La mixité femme-homme infuse à tous les niveaux dans l’entreprise

« Nous détestons les quotas mais nous adorons ce qu’ils font ». Pour Diony Lebot, Directrice générale déléguée du Groupe, la mise en place d’objectifs chiffrés permet de faire progresser la parité femme-homme dans les entreprises. Dix ans après la 1re loi française pour la mixité des conseils d’administration, la bataille continue. 

La parité femmes-hommes fait peu à peu son chemin dans les entreprises. Et la France, selon le cabinet Ethics & Board1, se trouve au 1er rang du classement mondial en termes de mixité dans les organes de surveillance. Les conseils d’administrations du CAC 40 et du SBF 120 se composent en effet de 46 % de femmes en moyenne – devant la Norvège, l’Allemagne ou les Etats-Unis. En Angleterre, la moyenne du FTSE 350 s’élève à 33 % à fin 2020.

Les quotas, pour initier et accélérer le changement

La définition d’objectifs chiffrés porte ses fruits, selon Diony Lebot. La Directrice générale déléguée du groupe Société Générale l’affirme : « Dix ans après [la loi Coppé-Zimmerman2], les chiffres sont unanimes : les quotas ont fait voler en éclat l’inertie en matière de parité économique dans les instances de gouvernance des entreprises ». « Cette féminisation a transformé la gouvernance des entreprises, y compris dans le secteur financier. Elle est devenue un enjeu de bonne gestion économique », ajoute-elle. Intervenant au dernier Women's Forum Global Meeting3, Diony Lebot a justement illustré ce constat en faisant le lien entre performance économique, performance en matière de transition environnementale et mixité de genre au sommet des grandes entreprises.  Le Conseil d'administration du groupe Société Générale compte pour sa part 43 % de femmes, contre 23 % en 2010. 

Chiffres clés du Groupe en 2020
43 %
Femmes managers
43 %
Femmes dans le Conseil d'administration
25 %
Femmes dans le Comité de direction
36 / 40
Note obtenue sur l'écart de rémunération femmes-hommes en France (Index d’égalité femmes-hommes)

Découvrez l'intervention de Diony Lebot au Women's Forum for the Economy & Society (en anglais).

Les efforts doivent se poursuivre

Peut-on pour autant crier victoire et estimer que la bataille est gagnée ? Non, si l’on considère la part des femmes dans les comités de direction, qui pilotent et exécutent la stratégie des entreprises. Aujourd’hui, les femmes représentent 22 % des membres les instances dirigeantes du CAC40 / SBF 120. La nouvelle loi dite « Rixain-Castaner », votée par le parlement français en mai 2021, devrait encourager à plus de mixité à ce niveau. 
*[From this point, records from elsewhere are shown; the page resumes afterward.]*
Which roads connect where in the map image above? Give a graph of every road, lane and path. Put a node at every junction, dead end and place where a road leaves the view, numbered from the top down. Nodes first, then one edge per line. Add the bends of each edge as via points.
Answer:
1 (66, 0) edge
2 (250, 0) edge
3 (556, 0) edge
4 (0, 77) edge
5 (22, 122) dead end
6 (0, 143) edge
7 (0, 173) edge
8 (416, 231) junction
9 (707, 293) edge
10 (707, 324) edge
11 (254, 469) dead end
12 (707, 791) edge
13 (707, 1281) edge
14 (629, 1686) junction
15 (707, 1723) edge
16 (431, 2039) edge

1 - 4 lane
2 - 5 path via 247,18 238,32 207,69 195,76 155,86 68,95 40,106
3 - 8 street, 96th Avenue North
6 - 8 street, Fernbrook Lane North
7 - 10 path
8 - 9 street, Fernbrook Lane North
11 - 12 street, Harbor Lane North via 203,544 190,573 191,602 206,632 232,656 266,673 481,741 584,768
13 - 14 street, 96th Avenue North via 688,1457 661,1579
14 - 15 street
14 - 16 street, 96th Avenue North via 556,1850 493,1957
Pour Cécile Bartenieff, Chief Operating Officer de la Banque de financement et d’investissement de Société Générale, qui est aussi intervenue au dernier Women’s Forum, ce sujet reste essentiel pour faire bouger les lignes. « Il faut développer la mixité à tous les niveaux et dans toutes les fonctions des entreprises, respecter les femmes de façon inconditionnelle, et favoriser la promotion de rôles modèles féminins à tous les étages ». Une problématique particulièrement prégnante dans le domaine de la tech et des STEM (science, technologie, ingénierie et mathématiques).

Découvrez l'intervention de Cécile Bartenieff au Women's Forum for the Economy & Society (en anglais).

Quels engagements pour Société Générale ?

Société Générale a signé plusieurs chartes d’engagement pour continuer à faire avancer la mixité dans le Groupe. Citons notamment la dernière en date, la charte « Towards the Zero Gender Gap » signée par une coalition de directeurs généraux au Women’s Forum du G20, le 18 octobre à Milan (Italie). Ou encore l’engagement Société Générale depuis 2016 au sein du réseau « Financi’Elles » qui œuvre pour une plus grande mixité dans les secteurs de la banque, finance et assurance.

 

[1] Source : étude « Mixité et gouvernance durable à l’occasion de la Journée internationale des droits des femmes 2021 », Ethics & Boards, 8 mars 2021
[2] La loi dite « Coppé-Zimmermann », promulguée en 2011, impose 40 % de femmes (ou d’hommes) dans les conseils d'administration et de surveillance des grandes et moyennes entreprises françaises depuis le 1er janvier 2017.
[3] Le « Women's Forum for the Economy & Society » est la principale plate-forme internationale d'action mettant en avant la voix et la vision des femmes, afin de créer un avenir plus inclusif pour tous. L’édition 2021 du Forum mondial s'est tenue du 15 au 19 novembre, dans la ville de Paris (France) et en ligne, réunissant 160 intervenants de 160 pays.